* PROBLEM TO SOLVE
Below is some data. Retype exactly the lines starting at the one with "pinky pip: (848, 919)" and ending at the one with "pinky tip: (1366, 726)".

•••

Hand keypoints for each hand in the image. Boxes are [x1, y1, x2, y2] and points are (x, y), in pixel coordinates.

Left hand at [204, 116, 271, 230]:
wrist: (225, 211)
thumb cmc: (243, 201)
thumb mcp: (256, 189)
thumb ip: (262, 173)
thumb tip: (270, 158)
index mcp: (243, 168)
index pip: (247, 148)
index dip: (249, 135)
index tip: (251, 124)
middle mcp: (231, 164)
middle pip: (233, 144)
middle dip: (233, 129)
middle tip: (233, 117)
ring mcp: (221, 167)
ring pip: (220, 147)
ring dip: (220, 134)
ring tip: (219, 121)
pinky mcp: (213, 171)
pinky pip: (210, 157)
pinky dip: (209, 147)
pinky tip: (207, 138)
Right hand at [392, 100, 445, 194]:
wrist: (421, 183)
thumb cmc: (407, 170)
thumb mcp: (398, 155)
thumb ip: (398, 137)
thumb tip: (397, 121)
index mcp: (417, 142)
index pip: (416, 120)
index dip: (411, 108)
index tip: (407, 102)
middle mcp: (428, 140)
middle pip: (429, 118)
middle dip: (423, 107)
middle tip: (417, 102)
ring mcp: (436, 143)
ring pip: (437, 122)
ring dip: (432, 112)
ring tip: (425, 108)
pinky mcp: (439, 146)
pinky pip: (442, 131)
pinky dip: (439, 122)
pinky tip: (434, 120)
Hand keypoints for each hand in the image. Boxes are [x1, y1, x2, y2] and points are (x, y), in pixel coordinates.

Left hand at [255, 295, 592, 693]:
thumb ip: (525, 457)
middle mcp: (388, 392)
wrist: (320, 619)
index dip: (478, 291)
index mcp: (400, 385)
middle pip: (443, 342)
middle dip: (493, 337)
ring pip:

•••

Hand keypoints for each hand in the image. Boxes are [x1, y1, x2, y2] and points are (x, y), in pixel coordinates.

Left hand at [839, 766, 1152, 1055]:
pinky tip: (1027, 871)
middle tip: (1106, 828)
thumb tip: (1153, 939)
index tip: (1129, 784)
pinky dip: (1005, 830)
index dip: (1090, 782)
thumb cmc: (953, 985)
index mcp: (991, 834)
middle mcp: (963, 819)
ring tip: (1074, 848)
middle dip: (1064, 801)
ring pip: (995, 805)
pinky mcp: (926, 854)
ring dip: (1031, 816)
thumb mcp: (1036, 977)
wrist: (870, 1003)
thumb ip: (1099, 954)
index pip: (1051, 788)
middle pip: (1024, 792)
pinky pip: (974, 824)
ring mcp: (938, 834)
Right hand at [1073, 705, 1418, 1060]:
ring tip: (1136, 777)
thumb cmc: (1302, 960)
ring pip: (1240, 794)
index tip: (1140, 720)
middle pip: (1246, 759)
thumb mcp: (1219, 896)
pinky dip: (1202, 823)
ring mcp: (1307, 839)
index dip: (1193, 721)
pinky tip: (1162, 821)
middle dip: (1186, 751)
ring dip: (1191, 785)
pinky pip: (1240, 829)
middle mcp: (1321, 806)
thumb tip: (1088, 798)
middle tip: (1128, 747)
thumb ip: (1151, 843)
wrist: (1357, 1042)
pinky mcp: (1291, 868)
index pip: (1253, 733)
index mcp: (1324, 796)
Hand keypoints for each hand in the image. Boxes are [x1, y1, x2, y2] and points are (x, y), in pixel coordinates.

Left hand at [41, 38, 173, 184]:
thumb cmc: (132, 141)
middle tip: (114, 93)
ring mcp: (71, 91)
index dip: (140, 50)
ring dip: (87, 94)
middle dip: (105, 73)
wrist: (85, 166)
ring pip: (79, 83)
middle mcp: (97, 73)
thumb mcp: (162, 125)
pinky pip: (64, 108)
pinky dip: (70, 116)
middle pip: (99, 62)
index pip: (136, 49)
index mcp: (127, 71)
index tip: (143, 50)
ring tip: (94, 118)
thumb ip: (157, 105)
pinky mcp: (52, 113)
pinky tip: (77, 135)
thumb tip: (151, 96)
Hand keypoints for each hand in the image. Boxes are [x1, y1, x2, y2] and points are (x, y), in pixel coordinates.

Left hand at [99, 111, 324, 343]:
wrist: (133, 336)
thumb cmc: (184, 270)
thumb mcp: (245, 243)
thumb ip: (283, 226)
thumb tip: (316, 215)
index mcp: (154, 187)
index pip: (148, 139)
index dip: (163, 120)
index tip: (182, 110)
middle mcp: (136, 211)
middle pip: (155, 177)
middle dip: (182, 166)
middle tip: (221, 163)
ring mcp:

•••

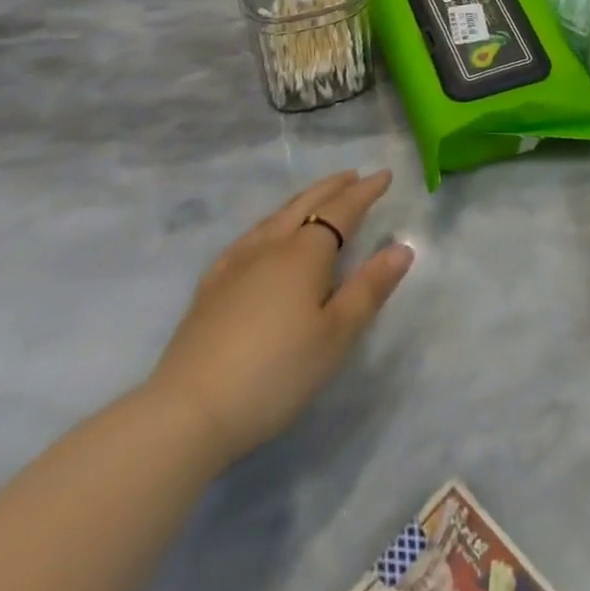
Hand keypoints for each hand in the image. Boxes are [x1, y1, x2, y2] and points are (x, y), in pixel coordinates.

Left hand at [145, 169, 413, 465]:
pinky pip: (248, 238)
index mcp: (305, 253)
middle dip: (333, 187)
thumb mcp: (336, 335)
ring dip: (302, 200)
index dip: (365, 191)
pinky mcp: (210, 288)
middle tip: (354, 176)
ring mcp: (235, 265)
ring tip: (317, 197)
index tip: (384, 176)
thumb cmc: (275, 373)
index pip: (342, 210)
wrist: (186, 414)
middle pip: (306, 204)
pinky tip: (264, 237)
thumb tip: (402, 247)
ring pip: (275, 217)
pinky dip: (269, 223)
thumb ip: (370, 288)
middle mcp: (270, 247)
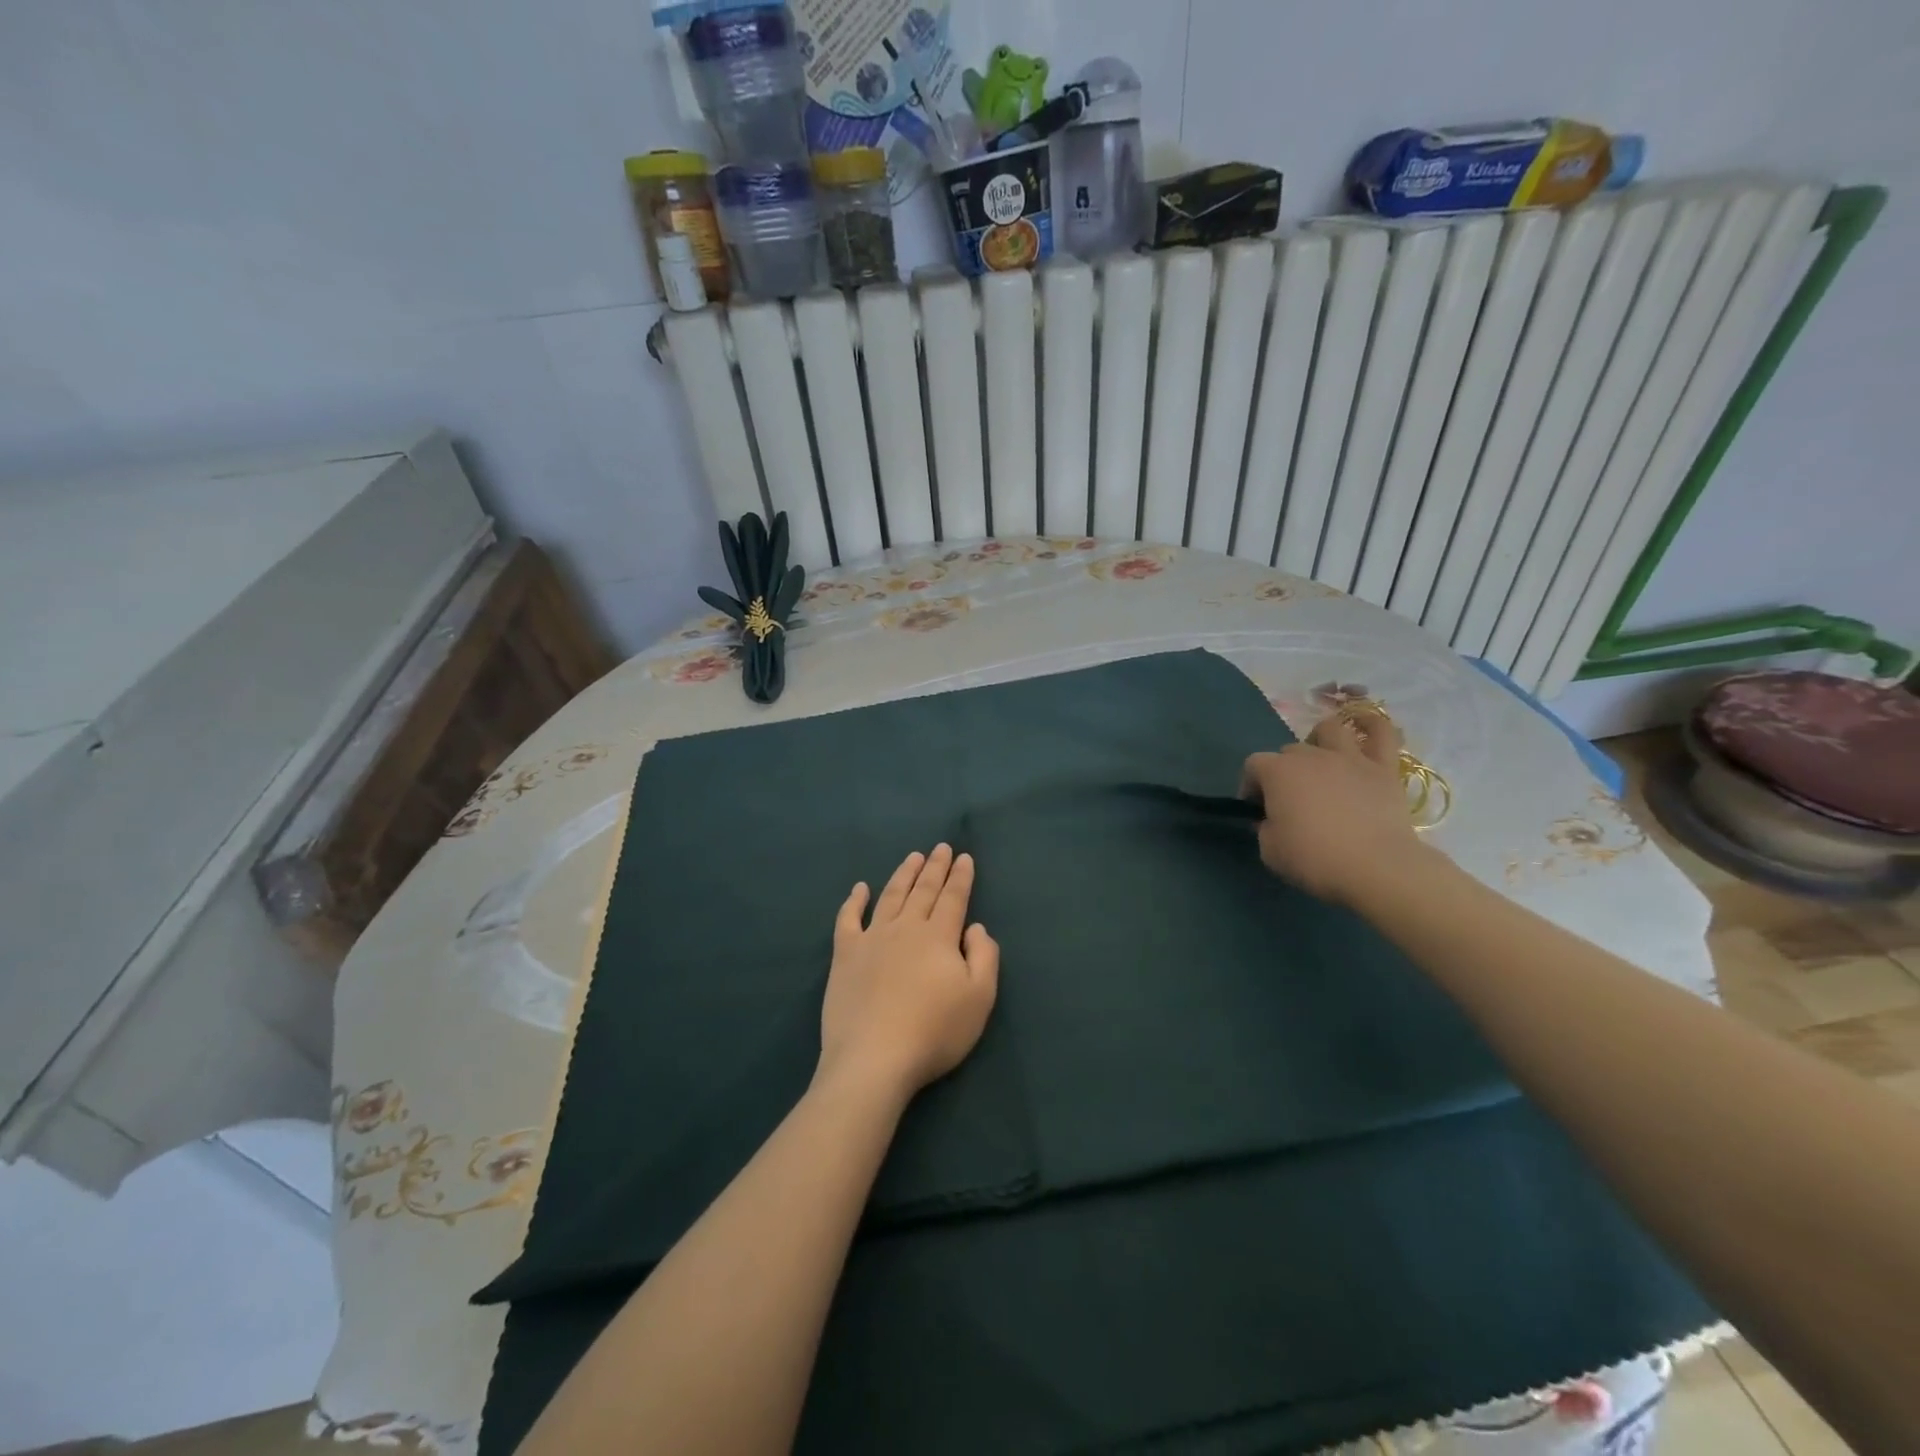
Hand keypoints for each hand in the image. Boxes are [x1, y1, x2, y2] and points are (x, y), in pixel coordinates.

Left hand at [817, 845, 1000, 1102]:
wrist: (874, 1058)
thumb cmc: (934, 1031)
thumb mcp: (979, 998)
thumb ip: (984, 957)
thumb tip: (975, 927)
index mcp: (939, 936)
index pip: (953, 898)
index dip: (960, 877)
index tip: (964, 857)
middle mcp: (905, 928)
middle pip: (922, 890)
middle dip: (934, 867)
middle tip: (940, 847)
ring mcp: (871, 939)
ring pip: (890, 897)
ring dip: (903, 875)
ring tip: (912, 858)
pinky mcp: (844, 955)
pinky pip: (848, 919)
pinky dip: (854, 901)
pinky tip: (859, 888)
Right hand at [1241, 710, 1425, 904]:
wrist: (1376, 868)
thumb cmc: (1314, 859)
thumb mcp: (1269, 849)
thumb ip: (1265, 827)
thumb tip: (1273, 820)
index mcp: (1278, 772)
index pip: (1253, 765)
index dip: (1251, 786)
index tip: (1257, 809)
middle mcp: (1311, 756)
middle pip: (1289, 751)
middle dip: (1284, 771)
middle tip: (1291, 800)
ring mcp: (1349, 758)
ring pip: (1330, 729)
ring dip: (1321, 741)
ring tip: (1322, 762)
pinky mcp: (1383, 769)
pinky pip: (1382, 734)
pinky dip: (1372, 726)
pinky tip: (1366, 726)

•••

* TASK SOLUTION
pinky pip: (848, 919)
pinky dip: (854, 901)
pinky tip: (859, 888)
Right hand at [1241, 710, 1425, 904]:
wrist: (1376, 868)
thumb cmc: (1314, 859)
thumb mcp: (1269, 849)
thumb ip: (1265, 827)
thumb tip: (1273, 820)
index mcp: (1278, 772)
index pip: (1253, 765)
index dip: (1251, 786)
index tip: (1257, 809)
middle mcp: (1311, 756)
middle pip: (1289, 751)
middle dip: (1284, 771)
middle tip: (1291, 800)
ring mcp: (1349, 758)
ring pip: (1330, 729)
ring dip: (1321, 741)
ring tip: (1322, 762)
pinky mcp: (1383, 769)
pinky pip: (1382, 734)
pinky dip: (1372, 726)
pinky tip: (1366, 726)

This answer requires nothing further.